2.  Fourie JJ, Stanneck D, Luusa HG, Beugnet F, Wijnveld M, et al. Transmission of Ehrlichia canis by Rhipicephalus sanguineus ticks feeding on dogs and on artificial membranes. Vet Parasitol. 2013;197:595–603.

3.  Geisweid K, Weber K, Sauter-Louis C, Hartmann K. Evaluation of a conjunctival swab polymerase chain reaction for the detection of Leishmanla infantum in dogs in a non-endemic area. Vet J. 2013;198:187–192.

4.  Gjerde B. Phylogenetic position of Linguatula arctica and Linguatula serrata (Pentastomida) as inferred from the nuclear 18S rRNA gene and the mitochondrial cytochrome c oxidase subunit I gene. Parasitol Res. 2013;112:3517–3525.

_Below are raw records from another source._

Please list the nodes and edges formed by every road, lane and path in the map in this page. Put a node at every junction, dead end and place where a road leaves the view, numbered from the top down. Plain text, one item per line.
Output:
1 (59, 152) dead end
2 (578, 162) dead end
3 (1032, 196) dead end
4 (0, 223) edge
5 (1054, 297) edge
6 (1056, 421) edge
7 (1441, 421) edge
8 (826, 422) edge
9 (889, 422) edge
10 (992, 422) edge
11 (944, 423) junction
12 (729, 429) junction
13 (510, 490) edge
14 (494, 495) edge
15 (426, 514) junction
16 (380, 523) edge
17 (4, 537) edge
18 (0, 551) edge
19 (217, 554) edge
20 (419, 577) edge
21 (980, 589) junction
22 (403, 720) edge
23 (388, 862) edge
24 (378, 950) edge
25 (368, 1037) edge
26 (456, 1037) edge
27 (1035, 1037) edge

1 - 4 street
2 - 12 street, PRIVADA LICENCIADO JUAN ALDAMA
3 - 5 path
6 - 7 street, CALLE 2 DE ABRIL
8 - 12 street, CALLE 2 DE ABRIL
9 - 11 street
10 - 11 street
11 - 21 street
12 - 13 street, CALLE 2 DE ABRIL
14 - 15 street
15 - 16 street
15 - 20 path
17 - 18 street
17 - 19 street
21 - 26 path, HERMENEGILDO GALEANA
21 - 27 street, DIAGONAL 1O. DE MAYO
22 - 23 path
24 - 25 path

5.  Koehsler M, Walochnik J, Georgopoulos M, Pruente C, Boeckeler W, et al. Linguatula serrata tongue worm in human eye, Austria. Emerg Infect Dis. 2011;17:870–872.

6.  Lloyd S. Fly-borne parasitic disease: risk for the travelling pet. The Veterinary Nurse. 2011;2:295–301.

7.  Morgan E. Risks from emerging parasitic zoonoses in companion animals. Companion Animal. 2016;21:218–223.

8.  Vatne L. Heartworm infection caused by Dirofilaria immitis in a dog imported to Norway. Norsk Veterinaertidsskrift. 2014;126:615–620.